Inis non mi ha sorpreso. Preso dall’hype pensavo si sarebbe rivelato un grande gioco e forse le mie aspettative erano irragionevolmente eccessive. Grafica pazzesca, materiali ottimi (tranne le carte), un regolamento scorrevole. Invece, quando ho iniziato a giocarci, mi son reso conto che non c’era nulla di nuovo sul fronte occidentale. Ho giocato a diversi titoli che si basano sulle maggioranze: Discworld, The King is Dead, A study in Emerald, El Grande. Ognuno di questi mi ha affascinato a modo suo pur ricorrendo ad una meccanica abusatissima. Inis mi ha lasciato alquanto neutro. La casualità delle carte, seppur mitigata dal draft, non consente grandi combo o mosse così accattivanti.
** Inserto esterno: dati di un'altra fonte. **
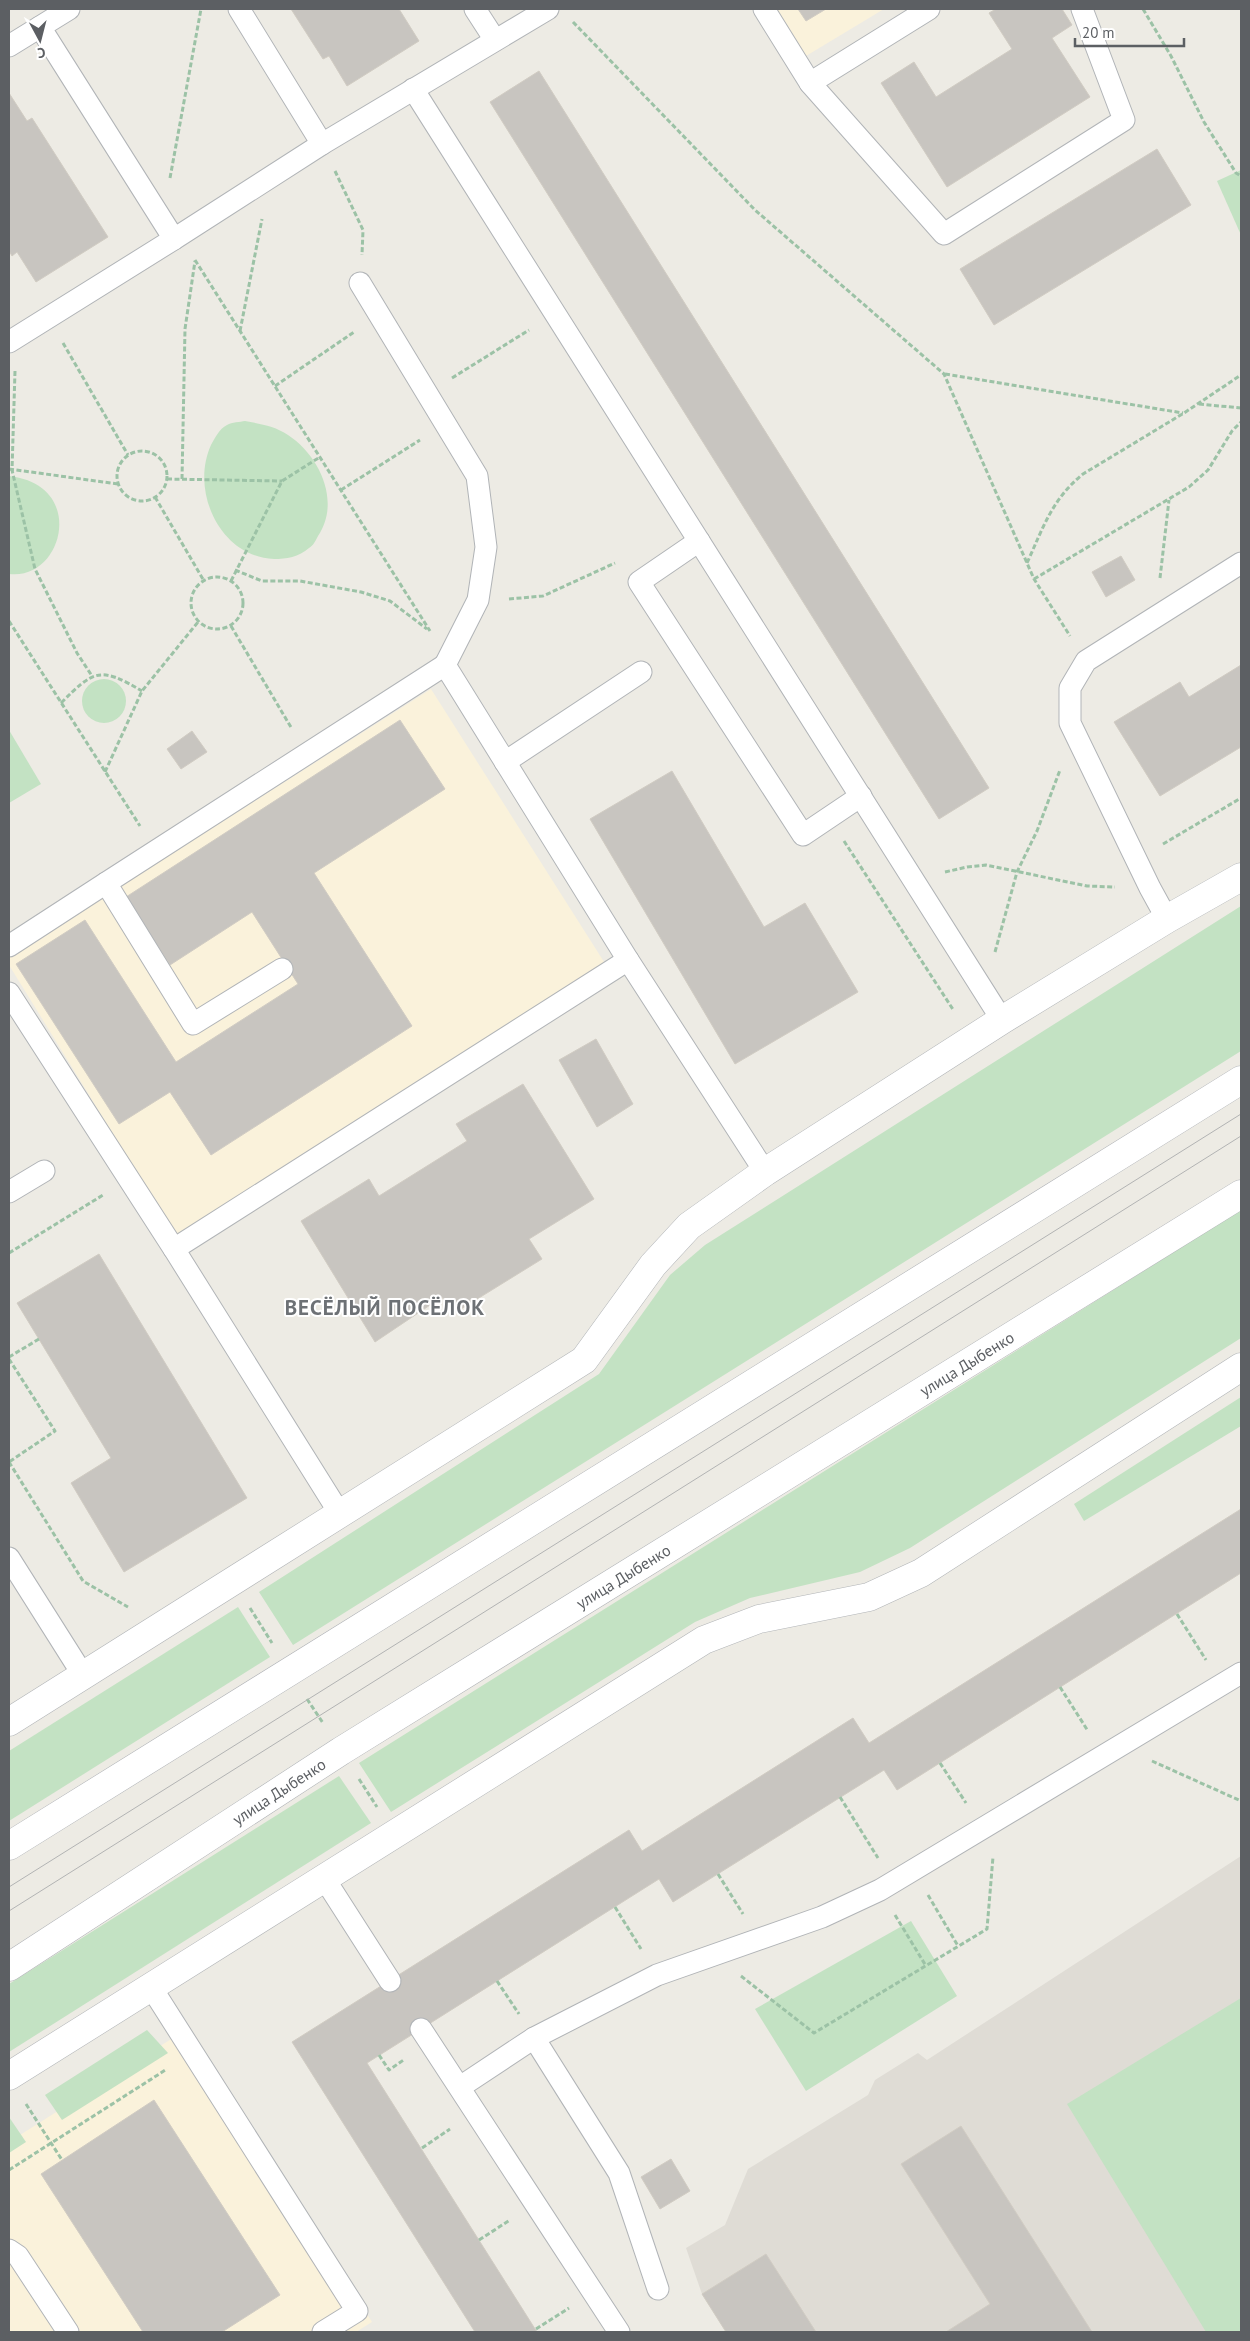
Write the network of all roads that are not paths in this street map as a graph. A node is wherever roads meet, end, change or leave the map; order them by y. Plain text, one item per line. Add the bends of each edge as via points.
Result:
1 (69, 9) edge
2 (239, 9) edge
3 (474, 9) edge
4 (764, 9) edge
5 (930, 9) edge
6 (1082, 9) edge
7 (558, 12) edge
8 (40, 27) junction
9 (495, 40) junction
10 (9, 46) edge
11 (810, 83) junction
12 (413, 88) junction
13 (322, 144) junction
14 (168, 231) junction
15 (360, 283) road end
16 (11, 336) edge
17 (700, 542) junction
18 (1241, 563) edge
19 (446, 665) junction
20 (641, 672) dead end
21 (505, 762) junction
22 (861, 796) junction
23 (1241, 877) edge
24 (106, 884) junction
25 (1168, 919) junction
26 (9, 946) edge
27 (628, 960) junction
28 (282, 968) dead end
29 (9, 993) edge
30 (1002, 1020) junction
31 (1241, 1080) edge
32 (44, 1171) dead end
33 (766, 1172) junction
34 (9, 1192) edge
35 (1241, 1194) edge
36 (174, 1249) junction
37 (1241, 1368) edge
38 (340, 1514) junction
39 (9, 1558) edge
40 (1241, 1672) edge
41 (83, 1675) junction
42 (9, 1722) edge
43 (9, 1846) edge
44 (324, 1878) junction
45 (9, 1967) edge
46 (390, 1981) dead end
47 (151, 1987) junction
48 (421, 2029) dead end
49 (534, 2038) junction
50 (9, 2076) edge
51 (460, 2087) junction
52 (9, 2250) edge
53 (658, 2289) dead end
54 (68, 2332) edge
55 (323, 2332) edge
56 (619, 2332) edge

1 - 8 lane
2 - 13 lane
3 - 9 lane
4 - 11 lane
5 - 11 lane
6 - 11 lane via 1124,120 944,234
7 - 9 lane
8 - 10 lane
8 - 14 lane
9 - 12 lane
12 - 13 lane
12 - 17 lane
13 - 14 lane via 271,176
14 - 16 lane via 48,317
15 - 19 lane via 477,476 486,547 478,600
17 - 22 lane
17 - 22 lane via 640,582 803,835
18 - 25 lane via 1086,661 1070,688 1070,723
19 - 21 lane
19 - 24 lane
20 - 21 lane
21 - 27 lane
22 - 30 lane
23 - 25 street
24 - 26 lane
24 - 28 lane via 194,1024
25 - 30 street
27 - 33 lane
27 - 36 lane
29 - 36 lane
30 - 33 street
31 - 43 street
32 - 34 lane
33 - 38 street via 689,1226 653,1265 584,1360
35 - 45 street, улица Дыбенко via 341,1751
36 - 38 lane
37 - 44 street via 921,1573 869,1597 759,1620 704,1640
38 - 41 street
39 - 41 lane
40 - 49 lane via 886,1886 822,1917 656,1975
41 - 42 street
44 - 46 lane
44 - 47 street
47 - 50 street
47 - 55 lane via 357,2311
48 - 51 lane
49 - 51 lane
49 - 53 lane via 618,2173
51 - 56 lane
52 - 54 lane via 18,2256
La mobilità delle tribù è veramente limitata, le battaglie (clash) non sono così vantaggiose come può sembrare ed è spesso più semplice ingrassare e dominare su un paio di territori piuttosto che tentare di inserirsi in quelli altrui. C’è una buona dose di cattiverie che può portare a quei due minuti di rosicata potente ma nel complesso il gioco risulta molto statico. La dipendenza dalla lingua è molto alta, quindi se non sapete o non digerite l’inglese statene lontani; la rigiocabilità è buona ma penso che nonostante la varietà delle carte a stancare può essere la meccanica stessa. La durata proposta dalla scatola è irrealistica: ci vogliono almeno un paio d’orette in quattro (escluso il setup e la spiegazione), mentre sulla scatola parla di 60 minuti! Non mi sento di consigliarlo a qualcuno in particolare: non è un wargame se cercate un gioco di pur conflitto; non è un german, e l’alea è più che presente; non è un introduttivo, poichè presenta diversi aspetti non semplici da digerire per un neofita; non è un gioco per chi è facilmente irritabile, per cui mi sento al massimo di sconsigliarlo a questo tipo di persone. Il rapporto qualità prezzo non è così vantaggioso. Capisco che fra carte, scatola, miniature e tessere si superino i 50 euro ma la qualità dell’esperienza ludica garantita non penso valga quei soldi.
Se amate l’irlanda, la mitologia, i giochi graficamente impeccabili, le miniature e non avete grandi pretese o gusti in fatto di giochi da tavolo, allora potete anche prendere una copia di Inis senza rimanere delusi.

Grazie per aver letto la recensione, alla prossima!